So, what did the world of the first Christians think about the relationship of religious healing and their form of modern medicine?
Among the Jews, while generally sickness was seen as coming as a punishment for sin, the physician had a place. The second century B.C. writer of ben Sira says, “give the physician his place, for the Lord created him…There is a time when success lies in the hands of physicians, for they too will pray to the Lord that he should grant them success in diagnosis and in healing.” (38:9-14) God’s lordship over illness and health did not rule out modern medical technology, such as it was.
This compatibility was even more striking among the Greeks. The same people from whom Hippocrates rose, an early champion of rational medicine, also were devotees of the god of healing, Asclepius. Several major cities held temples to this popular god, and his priests melded religious treatment through sacrifices, prayers and vision interpretation, and rational treatments of medicines and physical cures. The sick person would go to the temple, which were the hospitals of the day, sleep over and have dreams in which the god would appear to them and either heal them by touching them or by giving a prescription for a more rational treatment. This was not seen as a conflict. All healing, whether miraculous or through the ministrations of a physician, originated from the god. The Romans, being the great borrowers of culture, added a healthy dose of superstition, magic and astrology all with the same result. Healing came in a variety of ways, including more rational medicine and religious practices.
This is the world out of which the Christian Church grew. Did they repudiate these attitudes, or continue them? The early church understood that illness came from three sources: God, evil, and nature. If an illness was from God, the healing should come from him alone. If evil, then exorcism was the way. If natural, then natural, rational treatments were prescribed. (Of course, it is taken for granted that divine healing happened. But this post is about the attitude toward rational medicine, not about faith healing itself.) So the physician had his place, but it was considered a better thing to seek healing through prayer and anointing. There has always been the tension between divine and natural healing, and a unified voice is hard to find. Origin did teach that those of a “superior spiritual nature” should not resort to medicines, but seek help through prayer and devotion to God, and Basil stressed using medicine only if the cause of the illness was natural, but otherwise “to reject medicine and the medical art entirely not only is not recommended but is disparaged.” (1)

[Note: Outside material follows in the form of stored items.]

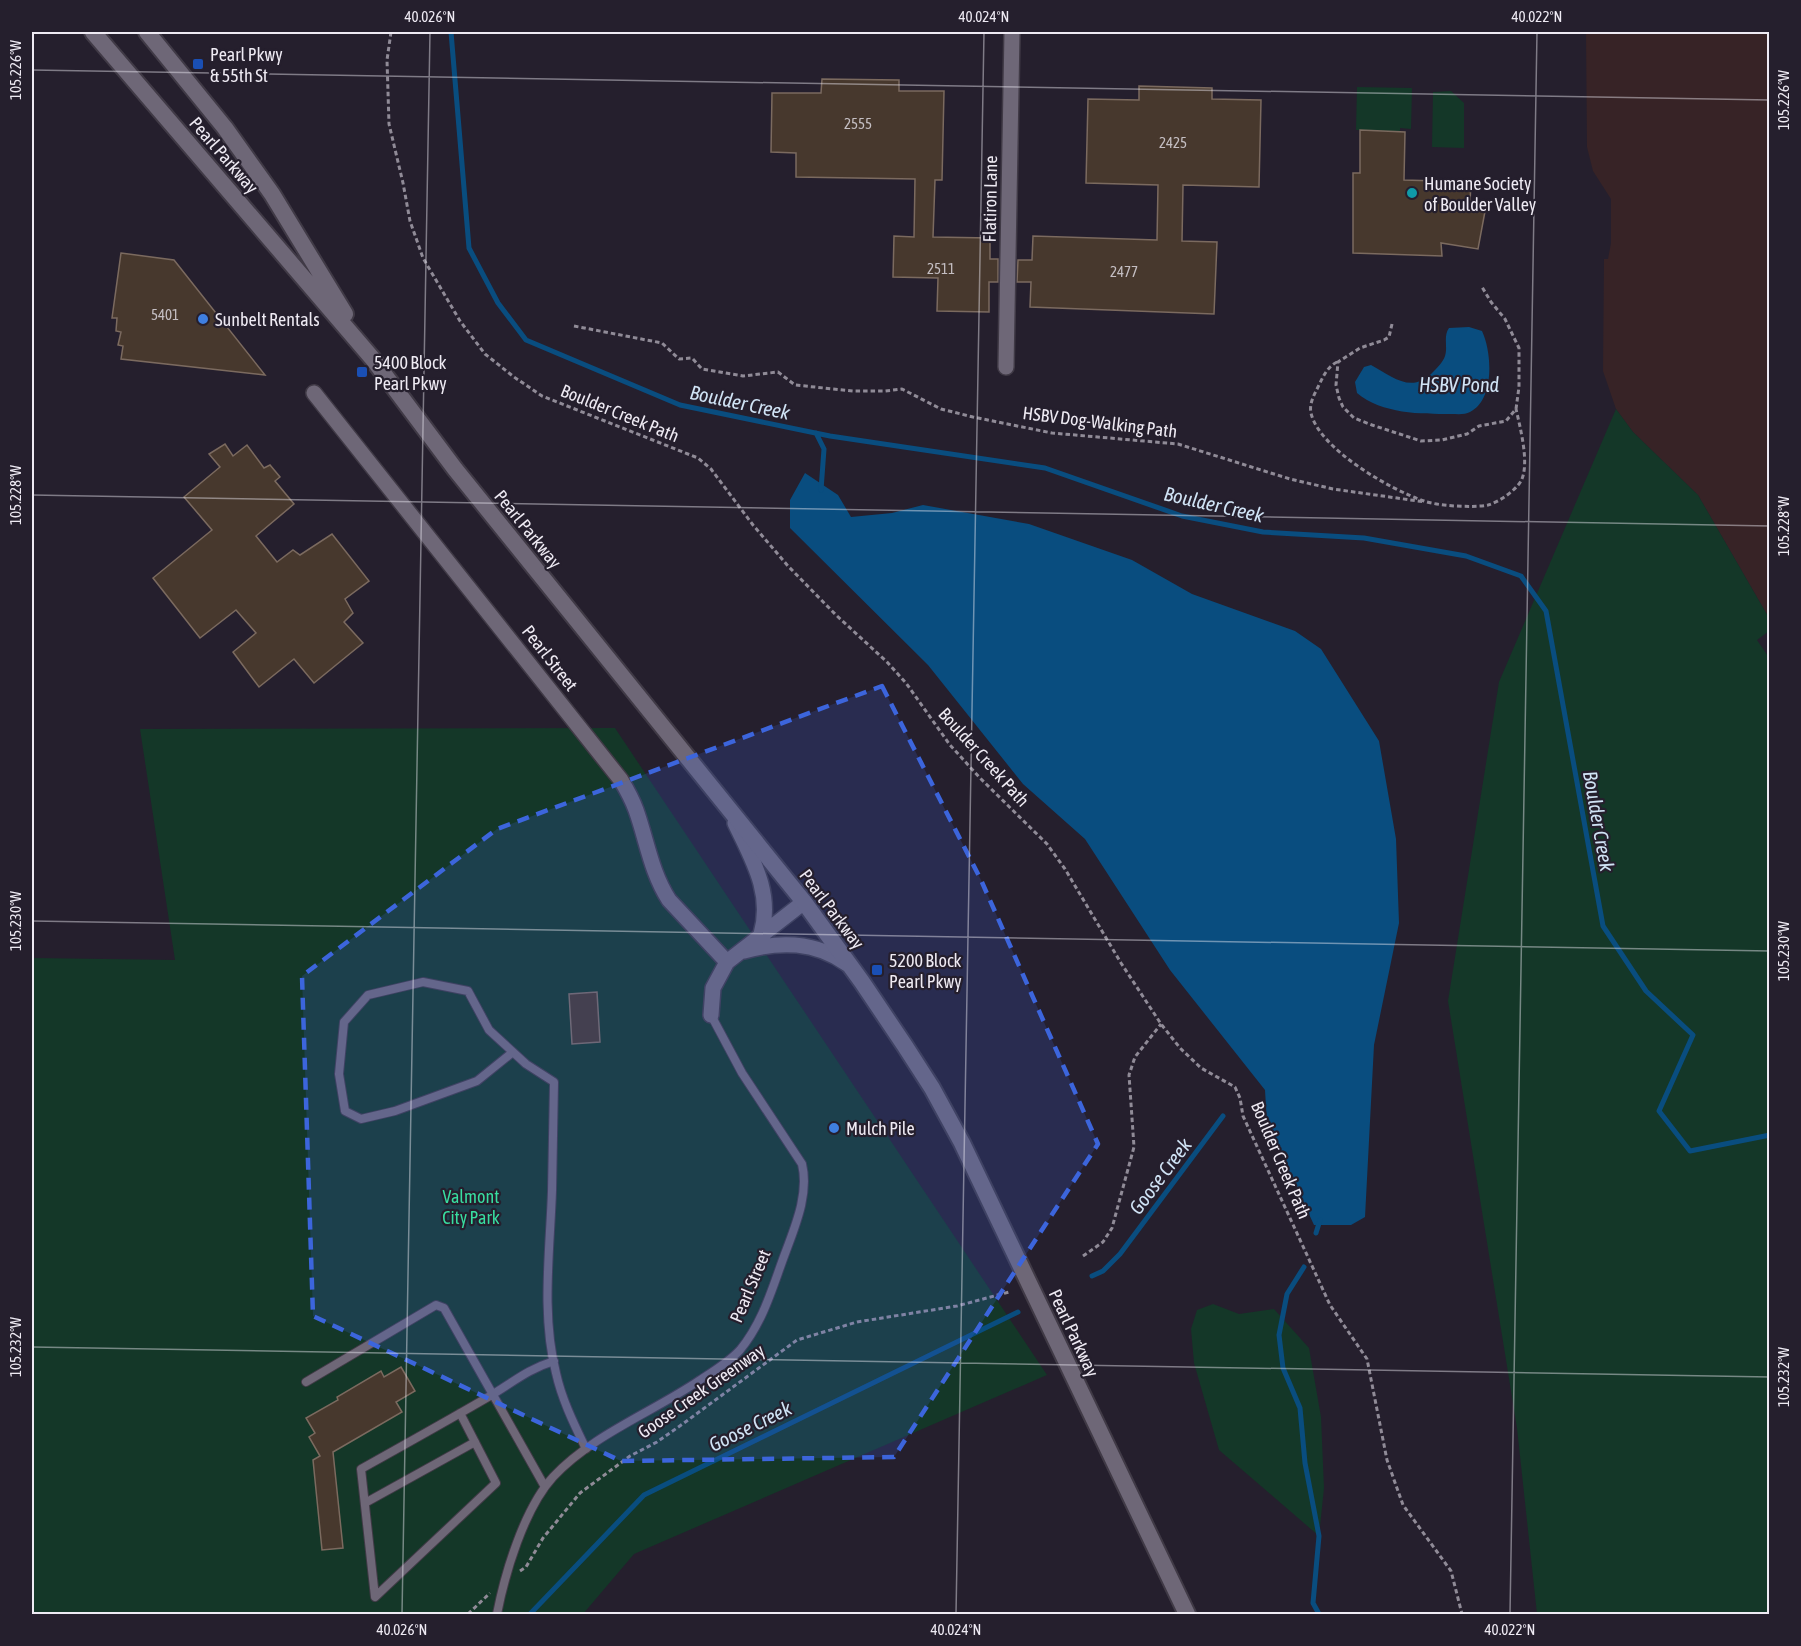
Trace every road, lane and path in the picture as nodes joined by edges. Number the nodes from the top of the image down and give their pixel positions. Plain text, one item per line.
1 (93, 32) edge
2 (147, 32) edge
3 (391, 32) edge
4 (1012, 32) edge
5 (1482, 287) dead end
6 (1392, 324) dead end
7 (574, 326) dead end
8 (372, 358) junction
9 (1338, 362) junction
10 (1006, 367) dead end
11 (314, 393) dead end
12 (1516, 409) junction
13 (1425, 502) junction
14 (729, 809) junction
15 (804, 902) junction
16 (761, 934) junction
17 (733, 957) junction
18 (852, 968) junction
19 (711, 1015) joint
20 (1161, 1024) junction
21 (513, 1052) junction
22 (1083, 1256) dead end
23 (1009, 1292) dead end
24 (554, 1361) junction
25 (306, 1382) dead end
26 (493, 1395) junction
27 (460, 1413) junction
28 (475, 1442) junction
29 (586, 1449) junction
30 (545, 1487) junction
31 (365, 1503) junction
32 (505, 1581) junction
33 (468, 1614) edge
34 (497, 1614) edge
35 (1187, 1614) edge
36 (1462, 1614) edge

1 - 8 main road, Pearl Parkway
2 - 8 main road, Pearl Parkway
3 - 20 path, Boulder Creek Path
4 - 10 street, Flatiron Lane
5 - 12 path, HSBV Dog-Walking Path
6 - 9 path
7 - 13 path, HSBV Dog-Walking Path
8 - 14 main road, Pearl Parkway
9 - 12 path
9 - 13 path
11 - 17 street, Pearl Street
12 - 13 path, HSBV Dog-Walking Path
14 - 15 main road, Pearl Parkway
14 - 16 street
15 - 16 street, Pearl Street
15 - 18 main road, Pearl Parkway
16 - 17 street, Pearl Street
17 - 18 street
17 - 19 street, Pearl Street
18 - 35 main road, Pearl Parkway
19 - 29 lane, Pearl Street
20 - 22 path
20 - 36 path, Boulder Creek Path
21 - 21 lane
21 - 24 lane
23 - 32 path, Goose Creek Greenway
24 - 26 lane
24 - 29 lane
25 - 26 lane
26 - 27 lane
26 - 30 lane
27 - 28 lane
27 - 31 lane
28 - 31 lane
28 - 31 lane
29 - 30 lane, Pearl Street
30 - 32 lane, Pearl Street
32 - 33 path, Goose Creek Greenway
32 - 34 lane, Pearl Street

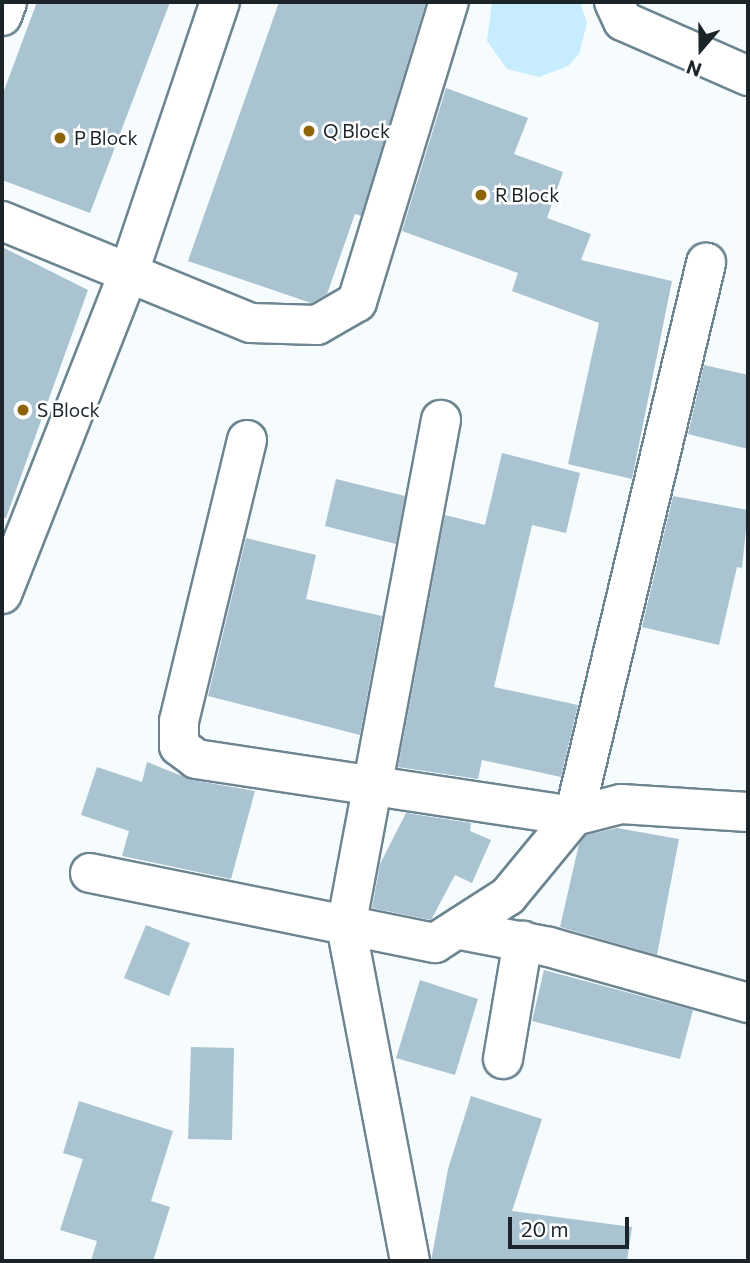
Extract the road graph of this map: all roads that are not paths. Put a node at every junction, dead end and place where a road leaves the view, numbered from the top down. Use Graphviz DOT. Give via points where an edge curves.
graph roads {
  1 [pos="8,2"];
  2 [pos="220,2"];
  3 [pos="449,2"];
  4 [pos="614,2"];
  5 [pos="2,16"];
  6 [pos="748,76"];
  7 [pos="2,221"];
  8 [pos="706,263"];
  9 [pos="130,269"];
  10 [pos="441,420"];
  11 [pos="247,440"];
  12 [pos="2,594"];
  13 [pos="376,790"];
  14 [pos="748,811"];
  15 [pos="574,816"];
  16 [pos="90,873"];
  17 [pos="346,927"];
  18 [pos="461,930"];
  19 [pos="523,941"];
  20 [pos="748,1003"];
  21 [pos="503,1059"];
  22 [pos="410,1261"];
  1 -- 5 [label="street"];
  2 -- 9 [label="street"];
  3 -- 9 [label="street" via="357,302 317,325 251,323"];
  4 -- 6 [label="street" via="623,21"];
  7 -- 9 [label="street"];
  8 -- 15 [label="street"];
  9 -- 12 [label="street"];
  10 -- 13 [label="street"];
  11 -- 13 [label="street" via="179,721 179,746 196,759"];
  13 -- 15 [label="street"];
  13 -- 17 [label="street"];
  14 -- 15 [label="street" via="621,804"];
  15 -- 18 [label="street" via="508,896"];
  16 -- 17 [label="street"];
  17 -- 18 [label="street" via="435,943"];
  17 -- 22 [label="street"];
  18 -- 19 [label="street"];
  19 -- 20 [label="street"];
  19 -- 21 [label="street"];
}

But the practice of the early church is particularly striking. Christianity brought in “the most revolutionary and decisive change in the attitude of society toward the sick. Christianity came into the world as the religion of healing, as the joyful Gospel of the Redeemer and of Redemption. It addressed itself to the disinherited , to the sick and afflicted, and promised them healing, a restoration both spiritual and physical…it became the duty of the Christian to attend to the sick and poor of the community…The social position of the sick man this became fundamentally different frown at it had been before. He assumed a preferential position which has been his ever since.” (2)
This was demonstrated by the behavior of Christians during the plagues of the third century. While pagans would flee, abandoning even their own families, Christians stayed behind, caring not only for their own, but also for those left behind. Rodney Stark holds that this was a big piece of why Christianity came to dominate the Romand Empire in time. Through practical nursing care, and not only prayer, many survived who would otherwise have died. And many of these would become Christians having been so loved. Stark also suggests that due to their exposure and survival of plague, Christians were more likely to survive future outbreaks. (3)
During the fourth century we see the beginnings of the hospital, established by Basil the Great and John Chrysostom, places that were devoted to the care of the sick.
The practice of early Christians was a union of the seeking of divine healing and rational medical treatment. While there were many warnings of not idolizing natural treatment and reminders to trust God for healing, there was no rejection of medical treatment as we see in some Christian communities today.
The next post will draw some lessons form this history.
1 Amundsen, Darrel W. Medicine, Society, and Faith in the Ancient and Medieval Worlds. The Johns Hopkins Univ. Press, Baltimore, 1996, 143.
2 Henry Sigerist, quoted in “Medicine and Religion: Early Christianity Through the Middle Ages”, by Darrel W. Amundsen and Gary B. Ferngren, in Marty and Vaux, p. 110
3 Rodney Stark, The Rise of Christianity, Princeton Univeristy, 1996, pp.88-91.